Whenever a line in this data holds the word "Живоначальной", report that line in full.
☆ ☆ ☆
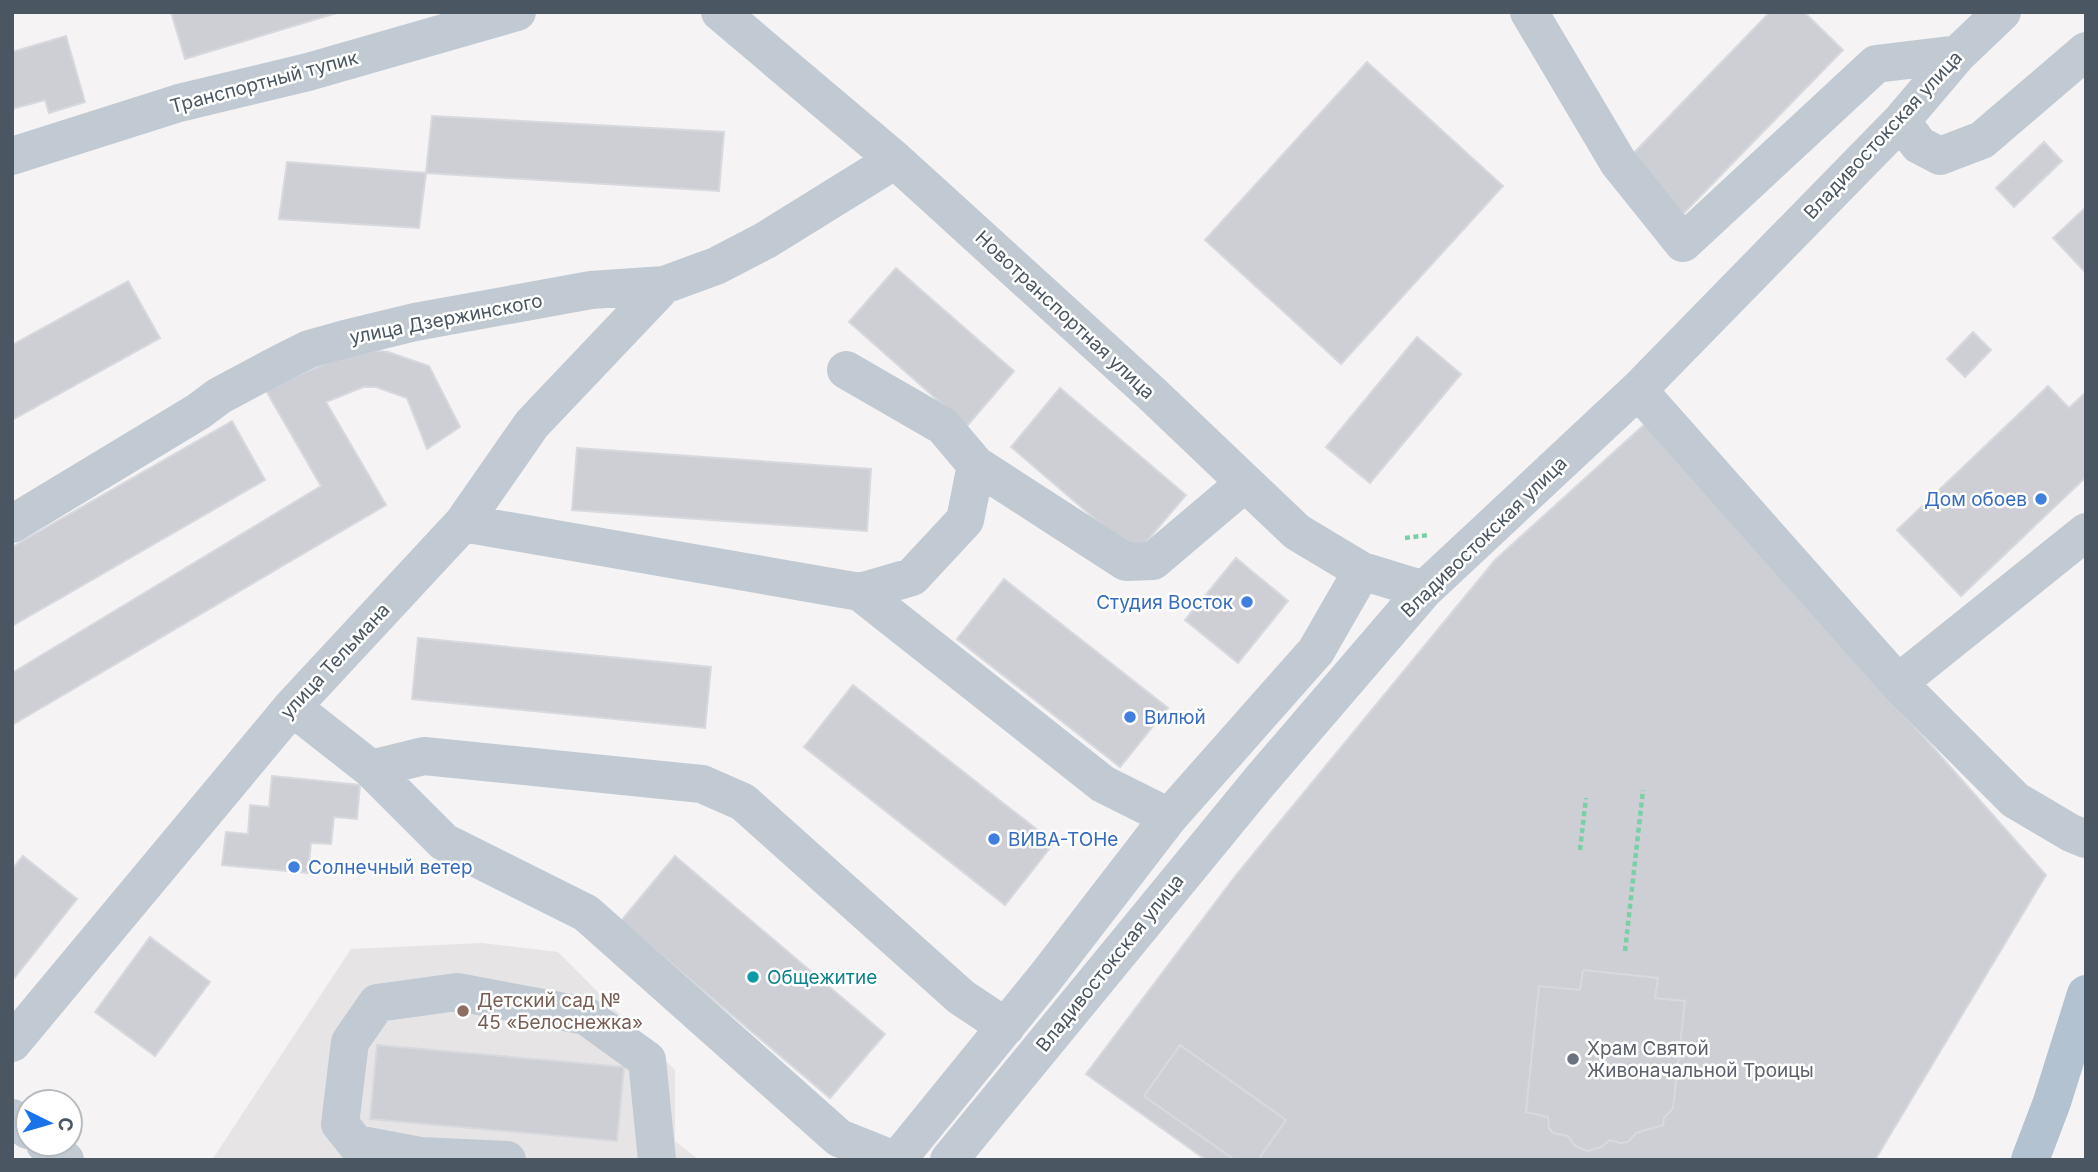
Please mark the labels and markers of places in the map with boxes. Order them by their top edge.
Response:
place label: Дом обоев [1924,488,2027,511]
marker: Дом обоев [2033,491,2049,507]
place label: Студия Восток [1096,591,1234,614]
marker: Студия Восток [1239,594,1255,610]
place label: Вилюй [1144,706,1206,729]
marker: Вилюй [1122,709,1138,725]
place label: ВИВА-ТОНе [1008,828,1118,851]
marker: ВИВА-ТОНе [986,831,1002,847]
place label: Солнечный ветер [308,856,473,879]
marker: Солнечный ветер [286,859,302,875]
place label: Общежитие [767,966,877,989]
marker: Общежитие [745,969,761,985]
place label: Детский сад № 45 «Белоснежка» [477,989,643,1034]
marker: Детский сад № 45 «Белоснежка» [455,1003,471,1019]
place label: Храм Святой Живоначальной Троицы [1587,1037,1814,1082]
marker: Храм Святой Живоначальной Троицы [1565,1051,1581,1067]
☆ ☆ ☆
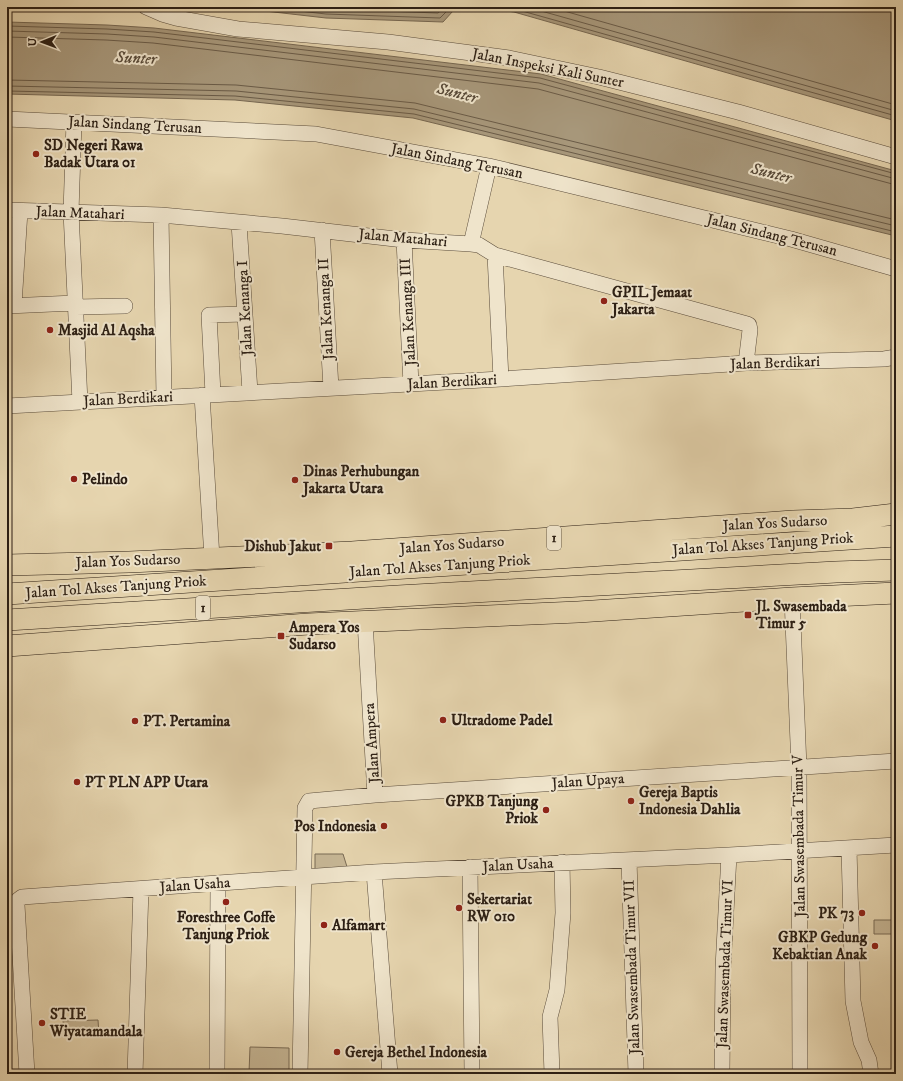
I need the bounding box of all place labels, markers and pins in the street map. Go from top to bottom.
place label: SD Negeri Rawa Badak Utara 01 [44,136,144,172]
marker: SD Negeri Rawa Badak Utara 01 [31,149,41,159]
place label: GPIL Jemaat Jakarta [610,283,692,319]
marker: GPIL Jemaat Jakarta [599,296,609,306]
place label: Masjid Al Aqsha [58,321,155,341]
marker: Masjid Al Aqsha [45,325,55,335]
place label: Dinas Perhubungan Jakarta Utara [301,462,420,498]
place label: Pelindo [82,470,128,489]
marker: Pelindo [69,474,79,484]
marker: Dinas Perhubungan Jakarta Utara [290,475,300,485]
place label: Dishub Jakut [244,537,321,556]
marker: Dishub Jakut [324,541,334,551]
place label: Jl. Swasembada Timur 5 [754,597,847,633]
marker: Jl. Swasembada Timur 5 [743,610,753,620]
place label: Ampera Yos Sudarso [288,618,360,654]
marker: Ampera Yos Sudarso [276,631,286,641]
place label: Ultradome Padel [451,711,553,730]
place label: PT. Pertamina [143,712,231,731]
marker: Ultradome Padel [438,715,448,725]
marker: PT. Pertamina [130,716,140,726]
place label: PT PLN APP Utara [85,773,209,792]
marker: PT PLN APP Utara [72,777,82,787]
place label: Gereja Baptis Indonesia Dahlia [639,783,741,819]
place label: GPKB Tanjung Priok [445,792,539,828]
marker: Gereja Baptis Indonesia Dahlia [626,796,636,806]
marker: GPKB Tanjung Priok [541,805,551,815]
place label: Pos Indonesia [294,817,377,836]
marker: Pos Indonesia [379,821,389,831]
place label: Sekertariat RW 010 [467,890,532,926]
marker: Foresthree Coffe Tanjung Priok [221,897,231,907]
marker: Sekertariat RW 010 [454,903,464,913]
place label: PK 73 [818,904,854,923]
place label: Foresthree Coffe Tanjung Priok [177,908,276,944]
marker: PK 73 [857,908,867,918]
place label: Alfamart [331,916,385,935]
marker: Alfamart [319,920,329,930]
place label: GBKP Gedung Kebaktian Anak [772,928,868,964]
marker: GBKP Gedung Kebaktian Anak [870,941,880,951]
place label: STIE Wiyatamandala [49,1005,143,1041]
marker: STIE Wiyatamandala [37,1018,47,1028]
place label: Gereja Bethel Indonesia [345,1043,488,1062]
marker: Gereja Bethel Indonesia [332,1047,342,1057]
☆ ☆ ☆
• _Reply to the exercise_:
place label: Храм Святой Живоначальной Троицы [1587,1037,1814,1082]
marker: Храм Святой Живоначальной Троицы [1565,1051,1581,1067]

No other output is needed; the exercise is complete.